Мне достаточно, например, трудно понять, как можно любить Бога больше, чем можно любить своего ребенка. Помните, как в «Войне и мире», когда княгиня Болконская в одной из глав, в конце, плачет из-за того, что понимает, что отца и брата любит больше, чем Господа Бога. Мне … логически я понимаю, почему это необходимо, потому что любить человека по-настоящему можно только через Бога, через любовь к Богу. Но вот так, на эмоциональном, на чувственном уровне, ну невообразимо: как это? Как вот сына своего, как ему я могу предпочесть Бога, Который далекий, я Его не видел, с Ним непосредственно не общался. Мы с Ним не обнимались, в конце концов. Как я могу своего сына, свое родное, родное всё, как я могу Богу предпочесть? Опять же, логически, рационально — вроде да. Но когда я с собой говорю не как с разумом, а как с человеком, мне это очень трудно схватить. Мне трудно понять, как Христос мог отвернуться от своей Матери, и сказать, что вот Моя Мать и вот мои братья, своим ученикам. Тоже невозможно. Вот это, прежде всего, такое страшное нарушение родственных связей.

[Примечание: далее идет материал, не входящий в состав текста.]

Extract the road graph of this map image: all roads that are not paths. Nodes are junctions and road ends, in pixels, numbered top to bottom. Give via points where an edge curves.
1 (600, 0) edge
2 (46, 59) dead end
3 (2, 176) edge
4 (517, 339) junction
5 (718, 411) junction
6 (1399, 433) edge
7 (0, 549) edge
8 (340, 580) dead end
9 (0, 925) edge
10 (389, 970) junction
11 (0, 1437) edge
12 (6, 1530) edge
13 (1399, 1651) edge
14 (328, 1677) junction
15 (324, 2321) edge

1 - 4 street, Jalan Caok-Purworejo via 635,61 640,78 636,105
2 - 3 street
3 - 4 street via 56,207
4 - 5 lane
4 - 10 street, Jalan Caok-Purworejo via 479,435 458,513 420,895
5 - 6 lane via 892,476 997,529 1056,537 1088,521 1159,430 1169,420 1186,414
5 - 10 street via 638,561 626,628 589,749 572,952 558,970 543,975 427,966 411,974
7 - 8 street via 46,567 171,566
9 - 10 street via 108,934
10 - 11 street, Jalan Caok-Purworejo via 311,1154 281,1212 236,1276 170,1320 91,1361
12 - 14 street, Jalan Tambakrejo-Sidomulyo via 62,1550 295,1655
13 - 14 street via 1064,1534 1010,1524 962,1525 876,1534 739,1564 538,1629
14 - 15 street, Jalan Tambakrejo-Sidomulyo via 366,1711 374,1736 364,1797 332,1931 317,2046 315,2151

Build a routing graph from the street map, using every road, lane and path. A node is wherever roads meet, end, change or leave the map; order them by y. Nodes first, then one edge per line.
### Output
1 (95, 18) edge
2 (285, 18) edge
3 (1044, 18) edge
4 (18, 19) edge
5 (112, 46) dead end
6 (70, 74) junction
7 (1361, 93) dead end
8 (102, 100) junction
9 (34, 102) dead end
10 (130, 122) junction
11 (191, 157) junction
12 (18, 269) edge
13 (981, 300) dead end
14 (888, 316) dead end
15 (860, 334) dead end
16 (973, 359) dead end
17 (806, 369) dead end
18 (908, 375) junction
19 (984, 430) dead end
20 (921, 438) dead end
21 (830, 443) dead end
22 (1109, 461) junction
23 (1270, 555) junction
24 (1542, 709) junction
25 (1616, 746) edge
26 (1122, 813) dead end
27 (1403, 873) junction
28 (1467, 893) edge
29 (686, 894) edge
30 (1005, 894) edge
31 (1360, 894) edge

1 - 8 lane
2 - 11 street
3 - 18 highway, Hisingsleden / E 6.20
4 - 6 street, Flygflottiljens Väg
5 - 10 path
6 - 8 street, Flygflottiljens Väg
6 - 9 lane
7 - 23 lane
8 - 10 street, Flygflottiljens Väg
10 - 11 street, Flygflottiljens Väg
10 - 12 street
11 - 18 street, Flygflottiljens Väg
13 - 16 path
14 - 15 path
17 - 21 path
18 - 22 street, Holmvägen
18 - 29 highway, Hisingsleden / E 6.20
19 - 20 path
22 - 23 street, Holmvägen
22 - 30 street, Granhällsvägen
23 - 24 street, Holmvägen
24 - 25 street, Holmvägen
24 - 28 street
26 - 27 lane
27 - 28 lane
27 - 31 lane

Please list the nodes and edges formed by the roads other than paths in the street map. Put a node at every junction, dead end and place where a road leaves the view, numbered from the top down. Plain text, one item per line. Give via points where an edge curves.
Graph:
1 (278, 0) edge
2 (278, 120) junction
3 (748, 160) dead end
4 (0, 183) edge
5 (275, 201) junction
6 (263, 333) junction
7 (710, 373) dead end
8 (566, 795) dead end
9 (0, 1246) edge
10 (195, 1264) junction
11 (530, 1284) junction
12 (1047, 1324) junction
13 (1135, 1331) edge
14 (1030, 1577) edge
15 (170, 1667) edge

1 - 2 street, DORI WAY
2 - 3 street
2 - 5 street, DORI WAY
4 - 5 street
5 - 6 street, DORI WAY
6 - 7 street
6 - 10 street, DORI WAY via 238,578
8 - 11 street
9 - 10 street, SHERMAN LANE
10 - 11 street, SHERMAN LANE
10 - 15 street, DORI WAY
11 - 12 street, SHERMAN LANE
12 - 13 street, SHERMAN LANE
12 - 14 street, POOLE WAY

А вот как вы думаете, насколько в современном мире возможен содержательный диалог верующего и неверующего? Но знаете, я имею в виду даже не на философском уровне, там понятно, есть разные типы критики. Я говорю вот именно не о философском, не о богословском диалоге или богословско-атеистическом, мы знаем примеры таких диалогов. А я имею в виду то, о чем писал Род Дреер, американский философ, который говорил, что не пересекаются настолько ценностные системы, что это закрывает возможность к диалогу. Я, знаете, когда это прочувствовал не теоретически… У меня есть курс такой, «Политические коммуникации в современной Церкви», я его лет пять читаю. И я первый раз когда его читал, я какие-то положения «Основ социальной концепции Русской Православной Церкви» объяснял магистрантам. И я вдруг столкнулся с тем, что какие-то базовые вещи для Церкви и вроде бы которые мы не привыкли доказывать — отношение к абортам, к суррогатному материнству, и так далее, — их невозможно объяснить. Вот я тогда понял, о чем Дреер говорит. Я почувствовал, что вот в конкретный момент у меня диалога с частью аудитории — она не такая большая, но тем не менее — его просто нет. И я не понимаю, как этот мост выстроить, потому что пропасть. Вот вы ощущаете это как проблему?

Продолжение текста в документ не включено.